# PROBLEM
Exactly as written, give back every record below.

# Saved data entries
────────────────
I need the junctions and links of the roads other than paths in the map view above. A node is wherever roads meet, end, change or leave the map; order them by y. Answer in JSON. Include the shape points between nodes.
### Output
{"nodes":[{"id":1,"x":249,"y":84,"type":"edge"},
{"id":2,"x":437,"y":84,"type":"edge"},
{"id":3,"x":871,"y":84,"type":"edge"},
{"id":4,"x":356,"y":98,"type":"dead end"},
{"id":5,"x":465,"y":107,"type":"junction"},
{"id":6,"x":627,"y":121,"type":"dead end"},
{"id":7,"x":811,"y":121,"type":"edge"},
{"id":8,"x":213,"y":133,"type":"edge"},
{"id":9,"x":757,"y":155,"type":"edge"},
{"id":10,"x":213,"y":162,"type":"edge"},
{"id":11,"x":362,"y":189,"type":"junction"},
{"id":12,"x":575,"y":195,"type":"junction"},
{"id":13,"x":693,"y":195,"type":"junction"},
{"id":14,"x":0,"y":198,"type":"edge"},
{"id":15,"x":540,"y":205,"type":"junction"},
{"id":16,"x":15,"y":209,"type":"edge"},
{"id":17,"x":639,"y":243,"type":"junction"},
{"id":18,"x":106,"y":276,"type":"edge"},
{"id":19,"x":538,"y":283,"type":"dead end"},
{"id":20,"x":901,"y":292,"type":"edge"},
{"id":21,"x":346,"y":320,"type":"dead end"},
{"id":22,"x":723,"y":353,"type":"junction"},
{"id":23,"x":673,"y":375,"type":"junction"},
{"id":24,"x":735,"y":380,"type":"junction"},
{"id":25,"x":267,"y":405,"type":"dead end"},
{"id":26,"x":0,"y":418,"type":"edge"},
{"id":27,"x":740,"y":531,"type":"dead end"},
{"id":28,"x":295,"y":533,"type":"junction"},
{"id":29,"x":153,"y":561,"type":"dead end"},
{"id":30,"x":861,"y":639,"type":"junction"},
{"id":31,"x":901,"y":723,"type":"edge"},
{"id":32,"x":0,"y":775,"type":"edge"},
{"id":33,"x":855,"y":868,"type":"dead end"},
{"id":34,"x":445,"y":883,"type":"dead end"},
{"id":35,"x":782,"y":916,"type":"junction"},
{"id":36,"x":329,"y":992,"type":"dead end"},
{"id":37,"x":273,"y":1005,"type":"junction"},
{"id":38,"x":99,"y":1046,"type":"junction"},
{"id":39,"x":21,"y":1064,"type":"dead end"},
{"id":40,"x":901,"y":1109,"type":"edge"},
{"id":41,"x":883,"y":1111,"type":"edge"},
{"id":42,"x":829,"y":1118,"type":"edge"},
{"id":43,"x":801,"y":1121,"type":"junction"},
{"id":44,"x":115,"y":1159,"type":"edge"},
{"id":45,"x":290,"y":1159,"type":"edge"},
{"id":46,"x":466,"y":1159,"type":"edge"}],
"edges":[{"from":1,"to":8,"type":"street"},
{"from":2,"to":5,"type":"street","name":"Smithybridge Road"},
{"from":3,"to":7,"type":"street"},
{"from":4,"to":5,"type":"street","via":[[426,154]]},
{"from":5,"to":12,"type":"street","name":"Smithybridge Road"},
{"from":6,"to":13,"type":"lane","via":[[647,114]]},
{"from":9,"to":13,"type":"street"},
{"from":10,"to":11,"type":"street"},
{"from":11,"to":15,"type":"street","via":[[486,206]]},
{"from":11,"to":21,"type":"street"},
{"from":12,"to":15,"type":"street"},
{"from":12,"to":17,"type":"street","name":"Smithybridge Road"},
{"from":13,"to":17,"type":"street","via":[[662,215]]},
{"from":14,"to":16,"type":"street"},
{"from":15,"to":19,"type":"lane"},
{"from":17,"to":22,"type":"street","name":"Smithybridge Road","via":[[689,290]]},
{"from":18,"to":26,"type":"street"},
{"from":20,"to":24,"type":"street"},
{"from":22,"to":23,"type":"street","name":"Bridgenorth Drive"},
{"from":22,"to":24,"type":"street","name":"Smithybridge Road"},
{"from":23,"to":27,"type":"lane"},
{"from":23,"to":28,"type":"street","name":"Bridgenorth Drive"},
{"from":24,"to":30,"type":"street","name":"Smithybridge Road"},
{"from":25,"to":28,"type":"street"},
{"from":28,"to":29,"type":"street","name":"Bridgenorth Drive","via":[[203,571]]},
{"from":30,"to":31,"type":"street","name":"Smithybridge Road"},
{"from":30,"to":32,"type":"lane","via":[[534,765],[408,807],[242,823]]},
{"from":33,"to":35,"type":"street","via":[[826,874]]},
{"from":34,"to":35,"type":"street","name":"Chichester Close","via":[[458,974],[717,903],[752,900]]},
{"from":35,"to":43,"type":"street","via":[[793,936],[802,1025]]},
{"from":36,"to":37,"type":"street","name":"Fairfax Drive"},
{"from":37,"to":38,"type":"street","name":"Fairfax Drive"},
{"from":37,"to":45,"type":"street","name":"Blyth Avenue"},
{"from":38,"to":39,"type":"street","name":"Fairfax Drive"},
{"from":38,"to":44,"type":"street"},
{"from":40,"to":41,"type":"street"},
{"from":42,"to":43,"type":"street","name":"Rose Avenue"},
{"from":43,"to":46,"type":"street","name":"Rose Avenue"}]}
────────────────
# RESULT OF THIS TASK
I need the junctions and links of the roads other than paths in the map view above. A node is wherever roads meet, end, change or leave the map; order them by y. Answer in JSON. Include the shape points between nodes.
### Output
{"nodes":[{"id":1,"x":249,"y":84,"type":"edge"},
{"id":2,"x":437,"y":84,"type":"edge"},
{"id":3,"x":871,"y":84,"type":"edge"},
{"id":4,"x":356,"y":98,"type":"dead end"},
{"id":5,"x":465,"y":107,"type":"junction"},
{"id":6,"x":627,"y":121,"type":"dead end"},
{"id":7,"x":811,"y":121,"type":"edge"},
{"id":8,"x":213,"y":133,"type":"edge"},
{"id":9,"x":757,"y":155,"type":"edge"},
{"id":10,"x":213,"y":162,"type":"edge"},
{"id":11,"x":362,"y":189,"type":"junction"},
{"id":12,"x":575,"y":195,"type":"junction"},
{"id":13,"x":693,"y":195,"type":"junction"},
{"id":14,"x":0,"y":198,"type":"edge"},
{"id":15,"x":540,"y":205,"type":"junction"},
{"id":16,"x":15,"y":209,"type":"edge"},
{"id":17,"x":639,"y":243,"type":"junction"},
{"id":18,"x":106,"y":276,"type":"edge"},
{"id":19,"x":538,"y":283,"type":"dead end"},
{"id":20,"x":901,"y":292,"type":"edge"},
{"id":21,"x":346,"y":320,"type":"dead end"},
{"id":22,"x":723,"y":353,"type":"junction"},
{"id":23,"x":673,"y":375,"type":"junction"},
{"id":24,"x":735,"y":380,"type":"junction"},
{"id":25,"x":267,"y":405,"type":"dead end"},
{"id":26,"x":0,"y":418,"type":"edge"},
{"id":27,"x":740,"y":531,"type":"dead end"},
{"id":28,"x":295,"y":533,"type":"junction"},
{"id":29,"x":153,"y":561,"type":"dead end"},
{"id":30,"x":861,"y":639,"type":"junction"},
{"id":31,"x":901,"y":723,"type":"edge"},
{"id":32,"x":0,"y":775,"type":"edge"},
{"id":33,"x":855,"y":868,"type":"dead end"},
{"id":34,"x":445,"y":883,"type":"dead end"},
{"id":35,"x":782,"y":916,"type":"junction"},
{"id":36,"x":329,"y":992,"type":"dead end"},
{"id":37,"x":273,"y":1005,"type":"junction"},
{"id":38,"x":99,"y":1046,"type":"junction"},
{"id":39,"x":21,"y":1064,"type":"dead end"},
{"id":40,"x":901,"y":1109,"type":"edge"},
{"id":41,"x":883,"y":1111,"type":"edge"},
{"id":42,"x":829,"y":1118,"type":"edge"},
{"id":43,"x":801,"y":1121,"type":"junction"},
{"id":44,"x":115,"y":1159,"type":"edge"},
{"id":45,"x":290,"y":1159,"type":"edge"},
{"id":46,"x":466,"y":1159,"type":"edge"}],
"edges":[{"from":1,"to":8,"type":"street"},
{"from":2,"to":5,"type":"street","name":"Smithybridge Road"},
{"from":3,"to":7,"type":"street"},
{"from":4,"to":5,"type":"street","via":[[426,154]]},
{"from":5,"to":12,"type":"street","name":"Smithybridge Road"},
{"from":6,"to":13,"type":"lane","via":[[647,114]]},
{"from":9,"to":13,"type":"street"},
{"from":10,"to":11,"type":"street"},
{"from":11,"to":15,"type":"street","via":[[486,206]]},
{"from":11,"to":21,"type":"street"},
{"from":12,"to":15,"type":"street"},
{"from":12,"to":17,"type":"street","name":"Smithybridge Road"},
{"from":13,"to":17,"type":"street","via":[[662,215]]},
{"from":14,"to":16,"type":"street"},
{"from":15,"to":19,"type":"lane"},
{"from":17,"to":22,"type":"street","name":"Smithybridge Road","via":[[689,290]]},
{"from":18,"to":26,"type":"street"},
{"from":20,"to":24,"type":"street"},
{"from":22,"to":23,"type":"street","name":"Bridgenorth Drive"},
{"from":22,"to":24,"type":"street","name":"Smithybridge Road"},
{"from":23,"to":27,"type":"lane"},
{"from":23,"to":28,"type":"street","name":"Bridgenorth Drive"},
{"from":24,"to":30,"type":"street","name":"Smithybridge Road"},
{"from":25,"to":28,"type":"street"},
{"from":28,"to":29,"type":"street","name":"Bridgenorth Drive","via":[[203,571]]},
{"from":30,"to":31,"type":"street","name":"Smithybridge Road"},
{"from":30,"to":32,"type":"lane","via":[[534,765],[408,807],[242,823]]},
{"from":33,"to":35,"type":"street","via":[[826,874]]},
{"from":34,"to":35,"type":"street","name":"Chichester Close","via":[[458,974],[717,903],[752,900]]},
{"from":35,"to":43,"type":"street","via":[[793,936],[802,1025]]},
{"from":36,"to":37,"type":"street","name":"Fairfax Drive"},
{"from":37,"to":38,"type":"street","name":"Fairfax Drive"},
{"from":37,"to":45,"type":"street","name":"Blyth Avenue"},
{"from":38,"to":39,"type":"street","name":"Fairfax Drive"},
{"from":38,"to":44,"type":"street"},
{"from":40,"to":41,"type":"street"},
{"from":42,"to":43,"type":"street","name":"Rose Avenue"},
{"from":43,"to":46,"type":"street","name":"Rose Avenue"}]}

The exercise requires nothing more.